• [What the task requires]: Would you show every line from the records that holds "nodes"?

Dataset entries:
--- START ---

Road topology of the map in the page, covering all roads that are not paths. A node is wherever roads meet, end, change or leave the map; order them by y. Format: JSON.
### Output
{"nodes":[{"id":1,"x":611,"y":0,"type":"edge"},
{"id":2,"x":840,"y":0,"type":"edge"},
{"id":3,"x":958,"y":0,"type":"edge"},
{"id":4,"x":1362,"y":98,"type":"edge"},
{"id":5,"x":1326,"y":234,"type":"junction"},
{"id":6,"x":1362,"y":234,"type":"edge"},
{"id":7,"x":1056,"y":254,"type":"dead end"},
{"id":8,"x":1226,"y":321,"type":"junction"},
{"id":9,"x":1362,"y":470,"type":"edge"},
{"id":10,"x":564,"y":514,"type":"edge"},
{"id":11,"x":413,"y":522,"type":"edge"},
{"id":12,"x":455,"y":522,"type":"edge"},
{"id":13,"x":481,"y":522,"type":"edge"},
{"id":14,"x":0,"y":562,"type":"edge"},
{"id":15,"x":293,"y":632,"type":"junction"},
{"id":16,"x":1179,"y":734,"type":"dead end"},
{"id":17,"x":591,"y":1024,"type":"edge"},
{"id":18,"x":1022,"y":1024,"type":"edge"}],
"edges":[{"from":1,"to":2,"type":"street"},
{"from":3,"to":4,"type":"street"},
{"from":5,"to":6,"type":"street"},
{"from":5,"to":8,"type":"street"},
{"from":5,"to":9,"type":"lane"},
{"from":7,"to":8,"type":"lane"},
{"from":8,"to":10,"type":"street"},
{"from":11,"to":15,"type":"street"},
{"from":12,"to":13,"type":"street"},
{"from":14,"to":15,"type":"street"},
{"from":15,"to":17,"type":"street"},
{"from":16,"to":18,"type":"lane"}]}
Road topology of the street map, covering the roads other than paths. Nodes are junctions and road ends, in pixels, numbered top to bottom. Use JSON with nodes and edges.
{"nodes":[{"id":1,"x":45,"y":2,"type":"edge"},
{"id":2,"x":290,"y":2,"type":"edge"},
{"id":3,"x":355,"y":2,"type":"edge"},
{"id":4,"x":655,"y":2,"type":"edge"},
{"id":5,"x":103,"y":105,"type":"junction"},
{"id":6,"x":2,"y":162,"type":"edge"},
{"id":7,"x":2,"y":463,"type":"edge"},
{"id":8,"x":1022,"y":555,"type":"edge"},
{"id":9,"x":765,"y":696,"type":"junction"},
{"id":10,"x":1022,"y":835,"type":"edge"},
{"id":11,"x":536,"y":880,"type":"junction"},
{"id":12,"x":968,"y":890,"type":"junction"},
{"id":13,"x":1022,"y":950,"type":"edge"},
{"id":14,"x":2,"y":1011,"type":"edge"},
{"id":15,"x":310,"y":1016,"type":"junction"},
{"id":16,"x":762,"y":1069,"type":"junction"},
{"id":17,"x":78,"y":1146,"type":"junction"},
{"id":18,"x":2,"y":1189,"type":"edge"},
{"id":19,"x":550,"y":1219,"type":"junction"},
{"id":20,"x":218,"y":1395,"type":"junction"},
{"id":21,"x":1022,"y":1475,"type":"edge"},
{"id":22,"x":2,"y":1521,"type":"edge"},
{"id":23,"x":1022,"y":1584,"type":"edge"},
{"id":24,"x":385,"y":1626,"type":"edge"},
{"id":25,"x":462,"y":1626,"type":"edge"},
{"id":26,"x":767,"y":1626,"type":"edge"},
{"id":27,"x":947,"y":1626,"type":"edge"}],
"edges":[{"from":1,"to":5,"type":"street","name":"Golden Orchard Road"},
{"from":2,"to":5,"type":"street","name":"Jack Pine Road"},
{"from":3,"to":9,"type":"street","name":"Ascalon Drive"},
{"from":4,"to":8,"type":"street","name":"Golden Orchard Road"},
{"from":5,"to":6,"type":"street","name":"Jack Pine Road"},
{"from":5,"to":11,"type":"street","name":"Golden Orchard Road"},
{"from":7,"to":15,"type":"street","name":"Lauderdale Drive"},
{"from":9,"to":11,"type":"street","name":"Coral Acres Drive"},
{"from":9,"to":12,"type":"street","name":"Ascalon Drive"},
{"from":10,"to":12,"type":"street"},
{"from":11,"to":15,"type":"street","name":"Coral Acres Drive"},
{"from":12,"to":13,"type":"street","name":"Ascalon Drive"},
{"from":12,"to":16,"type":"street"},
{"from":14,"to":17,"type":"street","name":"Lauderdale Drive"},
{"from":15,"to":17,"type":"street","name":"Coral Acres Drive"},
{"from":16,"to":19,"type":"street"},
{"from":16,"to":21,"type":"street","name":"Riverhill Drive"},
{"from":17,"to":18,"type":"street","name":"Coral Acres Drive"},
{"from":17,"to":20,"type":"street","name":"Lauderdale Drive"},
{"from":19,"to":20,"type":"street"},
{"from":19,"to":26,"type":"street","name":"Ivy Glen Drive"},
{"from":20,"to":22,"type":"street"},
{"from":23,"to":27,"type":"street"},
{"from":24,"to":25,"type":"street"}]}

--- END ---

• [Solution to this task]:
{"nodes":[{"id":1,"x":611,"y":0,"type":"edge"},
Road topology of the street map, covering the roads other than paths. Nodes are junctions and road ends, in pixels, numbered top to bottom. Use JSON with nodes and edges.
{"nodes":[{"id":1,"x":45,"y":2,"type":"edge"},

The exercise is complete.